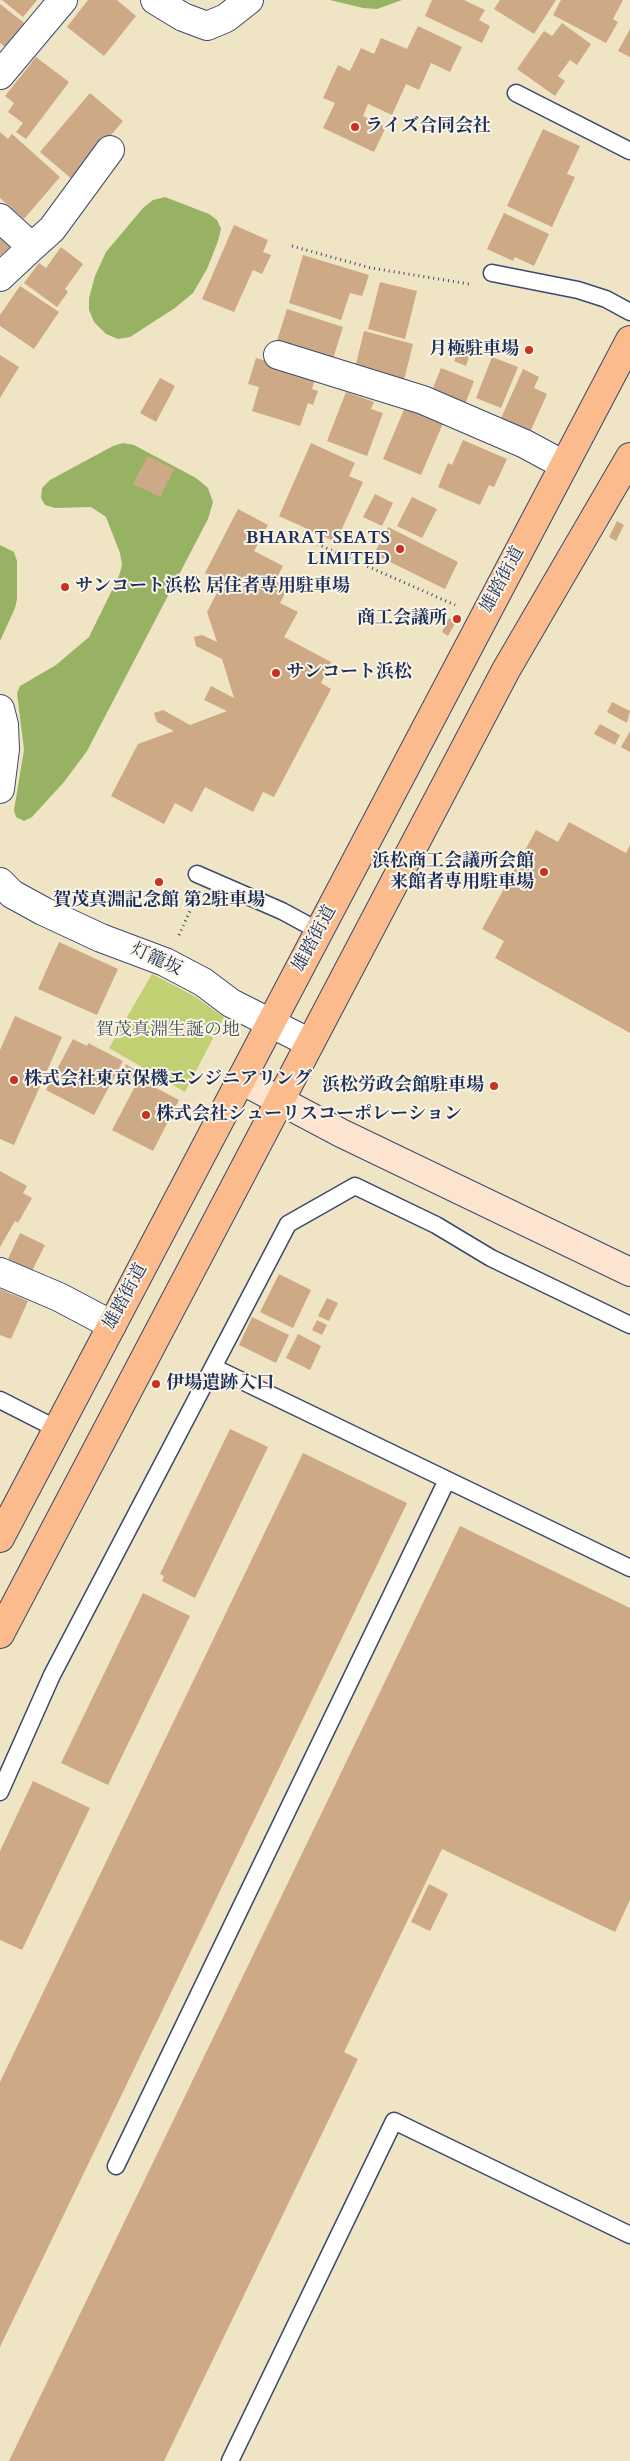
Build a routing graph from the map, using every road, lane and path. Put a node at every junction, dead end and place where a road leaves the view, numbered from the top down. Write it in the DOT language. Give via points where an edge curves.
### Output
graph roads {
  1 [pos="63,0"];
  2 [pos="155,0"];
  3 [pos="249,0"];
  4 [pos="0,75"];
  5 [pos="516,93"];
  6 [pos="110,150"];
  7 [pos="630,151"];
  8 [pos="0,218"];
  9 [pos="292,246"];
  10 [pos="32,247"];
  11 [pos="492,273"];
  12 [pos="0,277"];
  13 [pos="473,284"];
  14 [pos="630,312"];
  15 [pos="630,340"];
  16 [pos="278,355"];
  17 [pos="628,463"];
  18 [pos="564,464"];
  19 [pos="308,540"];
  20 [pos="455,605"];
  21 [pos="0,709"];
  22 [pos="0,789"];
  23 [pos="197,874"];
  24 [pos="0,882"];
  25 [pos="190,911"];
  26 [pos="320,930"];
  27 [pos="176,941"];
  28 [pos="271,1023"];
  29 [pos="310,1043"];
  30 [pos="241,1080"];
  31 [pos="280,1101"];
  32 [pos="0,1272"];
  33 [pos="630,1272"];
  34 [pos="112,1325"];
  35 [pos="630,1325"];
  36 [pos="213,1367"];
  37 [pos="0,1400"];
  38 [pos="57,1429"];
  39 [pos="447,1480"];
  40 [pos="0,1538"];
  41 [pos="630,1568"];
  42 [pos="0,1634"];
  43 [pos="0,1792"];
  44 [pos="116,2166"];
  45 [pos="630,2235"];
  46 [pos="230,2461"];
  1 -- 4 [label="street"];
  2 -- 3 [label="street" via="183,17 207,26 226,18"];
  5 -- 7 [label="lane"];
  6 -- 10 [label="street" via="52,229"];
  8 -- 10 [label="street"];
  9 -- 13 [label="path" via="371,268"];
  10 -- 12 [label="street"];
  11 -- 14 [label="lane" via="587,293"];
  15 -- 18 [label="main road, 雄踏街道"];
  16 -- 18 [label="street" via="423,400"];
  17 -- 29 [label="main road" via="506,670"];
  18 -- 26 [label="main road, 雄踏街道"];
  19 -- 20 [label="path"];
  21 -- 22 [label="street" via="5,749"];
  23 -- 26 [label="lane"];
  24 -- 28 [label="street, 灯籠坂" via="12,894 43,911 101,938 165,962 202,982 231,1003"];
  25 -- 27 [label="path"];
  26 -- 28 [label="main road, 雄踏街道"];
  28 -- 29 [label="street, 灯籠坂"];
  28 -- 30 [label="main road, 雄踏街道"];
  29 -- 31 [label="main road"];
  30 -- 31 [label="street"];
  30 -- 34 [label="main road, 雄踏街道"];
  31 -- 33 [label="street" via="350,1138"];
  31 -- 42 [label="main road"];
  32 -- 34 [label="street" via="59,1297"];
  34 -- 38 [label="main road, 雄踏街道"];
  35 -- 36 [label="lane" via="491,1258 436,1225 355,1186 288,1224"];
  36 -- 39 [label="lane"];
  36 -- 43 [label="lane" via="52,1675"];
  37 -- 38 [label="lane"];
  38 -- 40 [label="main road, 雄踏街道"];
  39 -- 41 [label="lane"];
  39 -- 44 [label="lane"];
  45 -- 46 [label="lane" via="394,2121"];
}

──────

#### Your assignment
Please say how many lines of the material above include "street", giving that number and no other words.

#### Answer below
12